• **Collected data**
↓
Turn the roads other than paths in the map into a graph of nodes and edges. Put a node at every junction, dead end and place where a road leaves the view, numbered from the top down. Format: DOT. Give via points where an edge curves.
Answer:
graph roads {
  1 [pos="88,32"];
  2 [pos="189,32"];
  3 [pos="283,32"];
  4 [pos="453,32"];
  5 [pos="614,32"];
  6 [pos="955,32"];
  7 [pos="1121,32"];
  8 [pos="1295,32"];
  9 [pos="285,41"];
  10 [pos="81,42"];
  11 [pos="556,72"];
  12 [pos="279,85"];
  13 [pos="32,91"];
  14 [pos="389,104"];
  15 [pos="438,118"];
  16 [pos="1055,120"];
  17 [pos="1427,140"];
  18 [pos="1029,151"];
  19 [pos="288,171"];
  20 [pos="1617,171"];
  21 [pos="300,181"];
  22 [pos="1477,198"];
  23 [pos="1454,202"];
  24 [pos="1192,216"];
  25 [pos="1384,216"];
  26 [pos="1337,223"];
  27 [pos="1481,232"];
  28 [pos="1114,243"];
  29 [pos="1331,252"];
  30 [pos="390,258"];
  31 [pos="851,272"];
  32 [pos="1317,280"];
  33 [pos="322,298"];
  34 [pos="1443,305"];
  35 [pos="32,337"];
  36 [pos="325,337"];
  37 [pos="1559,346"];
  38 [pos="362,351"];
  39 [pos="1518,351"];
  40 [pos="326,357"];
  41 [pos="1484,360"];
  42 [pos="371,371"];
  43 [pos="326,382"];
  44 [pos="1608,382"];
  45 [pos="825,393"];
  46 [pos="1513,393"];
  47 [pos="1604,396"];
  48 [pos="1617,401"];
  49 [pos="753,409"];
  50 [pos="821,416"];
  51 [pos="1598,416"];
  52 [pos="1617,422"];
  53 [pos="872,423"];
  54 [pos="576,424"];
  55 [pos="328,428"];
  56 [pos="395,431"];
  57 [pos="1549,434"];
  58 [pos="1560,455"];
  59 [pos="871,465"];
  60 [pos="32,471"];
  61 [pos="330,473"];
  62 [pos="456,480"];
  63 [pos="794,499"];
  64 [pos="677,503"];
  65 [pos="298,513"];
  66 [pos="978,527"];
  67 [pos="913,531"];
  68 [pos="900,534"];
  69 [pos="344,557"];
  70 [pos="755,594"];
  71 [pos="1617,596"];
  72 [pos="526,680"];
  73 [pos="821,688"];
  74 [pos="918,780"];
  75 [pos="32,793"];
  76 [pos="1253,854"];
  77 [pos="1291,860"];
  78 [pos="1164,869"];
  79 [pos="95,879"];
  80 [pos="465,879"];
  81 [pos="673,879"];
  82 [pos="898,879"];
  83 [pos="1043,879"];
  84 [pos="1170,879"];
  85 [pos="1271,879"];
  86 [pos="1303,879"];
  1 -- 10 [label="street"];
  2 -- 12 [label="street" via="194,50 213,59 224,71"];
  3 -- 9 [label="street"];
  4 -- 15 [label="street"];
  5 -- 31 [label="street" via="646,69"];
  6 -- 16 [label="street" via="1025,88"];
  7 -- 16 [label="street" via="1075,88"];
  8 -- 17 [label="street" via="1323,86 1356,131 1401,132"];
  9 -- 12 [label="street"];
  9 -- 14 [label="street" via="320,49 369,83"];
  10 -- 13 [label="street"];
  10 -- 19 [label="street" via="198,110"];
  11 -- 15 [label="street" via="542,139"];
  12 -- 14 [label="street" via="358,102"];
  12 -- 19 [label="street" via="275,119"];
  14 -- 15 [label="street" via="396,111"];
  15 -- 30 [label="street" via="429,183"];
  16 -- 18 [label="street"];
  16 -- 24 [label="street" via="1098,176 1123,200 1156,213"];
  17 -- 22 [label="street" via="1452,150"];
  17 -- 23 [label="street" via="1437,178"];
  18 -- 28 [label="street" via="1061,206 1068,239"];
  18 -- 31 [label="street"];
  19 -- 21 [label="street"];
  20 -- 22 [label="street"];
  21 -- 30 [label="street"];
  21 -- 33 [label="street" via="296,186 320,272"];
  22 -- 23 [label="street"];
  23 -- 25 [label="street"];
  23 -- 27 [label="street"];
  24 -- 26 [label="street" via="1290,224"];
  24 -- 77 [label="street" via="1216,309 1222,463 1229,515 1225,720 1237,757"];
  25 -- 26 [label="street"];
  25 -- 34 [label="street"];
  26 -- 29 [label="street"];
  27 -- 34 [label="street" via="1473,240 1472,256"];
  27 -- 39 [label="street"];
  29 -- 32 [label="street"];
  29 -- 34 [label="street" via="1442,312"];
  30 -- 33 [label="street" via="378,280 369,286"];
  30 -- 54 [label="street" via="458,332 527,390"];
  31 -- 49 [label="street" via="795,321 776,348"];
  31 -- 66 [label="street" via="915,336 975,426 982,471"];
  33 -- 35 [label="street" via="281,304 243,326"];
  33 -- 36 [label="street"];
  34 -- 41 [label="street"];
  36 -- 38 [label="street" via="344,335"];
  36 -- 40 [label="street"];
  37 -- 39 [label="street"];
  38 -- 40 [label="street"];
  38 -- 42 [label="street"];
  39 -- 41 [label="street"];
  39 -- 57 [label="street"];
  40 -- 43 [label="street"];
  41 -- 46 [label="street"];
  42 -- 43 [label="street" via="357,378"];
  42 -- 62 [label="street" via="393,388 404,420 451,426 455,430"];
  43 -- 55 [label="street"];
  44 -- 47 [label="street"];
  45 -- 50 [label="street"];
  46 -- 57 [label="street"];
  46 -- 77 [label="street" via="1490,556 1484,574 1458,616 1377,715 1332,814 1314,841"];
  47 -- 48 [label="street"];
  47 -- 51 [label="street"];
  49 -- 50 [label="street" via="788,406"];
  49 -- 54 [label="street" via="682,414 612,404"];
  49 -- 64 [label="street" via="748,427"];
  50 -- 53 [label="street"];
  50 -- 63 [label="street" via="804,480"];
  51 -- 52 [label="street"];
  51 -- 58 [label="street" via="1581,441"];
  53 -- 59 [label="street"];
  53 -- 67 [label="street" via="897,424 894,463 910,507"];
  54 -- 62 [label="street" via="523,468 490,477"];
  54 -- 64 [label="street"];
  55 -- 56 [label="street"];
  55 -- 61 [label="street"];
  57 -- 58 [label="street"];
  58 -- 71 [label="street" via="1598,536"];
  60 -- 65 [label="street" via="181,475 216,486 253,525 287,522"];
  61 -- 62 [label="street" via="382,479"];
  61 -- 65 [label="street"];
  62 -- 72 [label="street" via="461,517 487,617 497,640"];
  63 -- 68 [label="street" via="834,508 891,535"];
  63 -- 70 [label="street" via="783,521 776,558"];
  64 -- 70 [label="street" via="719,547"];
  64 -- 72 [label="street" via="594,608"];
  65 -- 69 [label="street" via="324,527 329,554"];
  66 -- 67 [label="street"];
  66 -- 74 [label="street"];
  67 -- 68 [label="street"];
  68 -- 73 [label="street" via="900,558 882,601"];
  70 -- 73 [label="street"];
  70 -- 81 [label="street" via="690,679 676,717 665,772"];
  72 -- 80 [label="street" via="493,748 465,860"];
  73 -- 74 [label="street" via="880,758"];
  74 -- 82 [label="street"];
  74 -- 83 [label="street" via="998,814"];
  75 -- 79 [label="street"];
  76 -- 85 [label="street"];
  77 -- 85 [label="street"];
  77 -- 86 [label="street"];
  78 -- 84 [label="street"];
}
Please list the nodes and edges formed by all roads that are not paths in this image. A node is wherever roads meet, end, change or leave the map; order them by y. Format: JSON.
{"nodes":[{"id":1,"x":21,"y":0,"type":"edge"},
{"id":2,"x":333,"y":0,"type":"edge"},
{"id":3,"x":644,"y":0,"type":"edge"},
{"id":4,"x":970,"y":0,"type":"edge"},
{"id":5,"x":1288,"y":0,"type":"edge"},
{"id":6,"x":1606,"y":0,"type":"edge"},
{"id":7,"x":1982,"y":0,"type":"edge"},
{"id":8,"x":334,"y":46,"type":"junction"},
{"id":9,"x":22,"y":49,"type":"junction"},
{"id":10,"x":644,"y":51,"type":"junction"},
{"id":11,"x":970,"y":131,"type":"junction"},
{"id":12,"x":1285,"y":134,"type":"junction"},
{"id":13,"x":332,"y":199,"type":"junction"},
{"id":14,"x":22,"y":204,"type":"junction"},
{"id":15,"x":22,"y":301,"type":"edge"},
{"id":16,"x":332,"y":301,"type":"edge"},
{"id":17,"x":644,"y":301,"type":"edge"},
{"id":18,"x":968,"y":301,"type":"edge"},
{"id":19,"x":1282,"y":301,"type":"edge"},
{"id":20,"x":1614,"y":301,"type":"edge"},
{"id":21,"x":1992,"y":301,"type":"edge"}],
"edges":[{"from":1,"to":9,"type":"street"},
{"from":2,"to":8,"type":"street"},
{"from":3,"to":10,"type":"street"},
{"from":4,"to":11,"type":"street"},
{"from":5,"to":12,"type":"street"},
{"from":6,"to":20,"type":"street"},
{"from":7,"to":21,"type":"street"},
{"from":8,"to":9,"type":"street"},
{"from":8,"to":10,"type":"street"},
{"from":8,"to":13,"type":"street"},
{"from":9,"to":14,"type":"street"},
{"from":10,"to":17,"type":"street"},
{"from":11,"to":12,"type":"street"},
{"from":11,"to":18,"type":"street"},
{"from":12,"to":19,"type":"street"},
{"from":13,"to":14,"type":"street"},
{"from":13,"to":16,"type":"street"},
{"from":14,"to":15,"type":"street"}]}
↑
• **Task objective**
The sole thing to report is how many lines in the data hold the string "graph".

• **Answer box**
2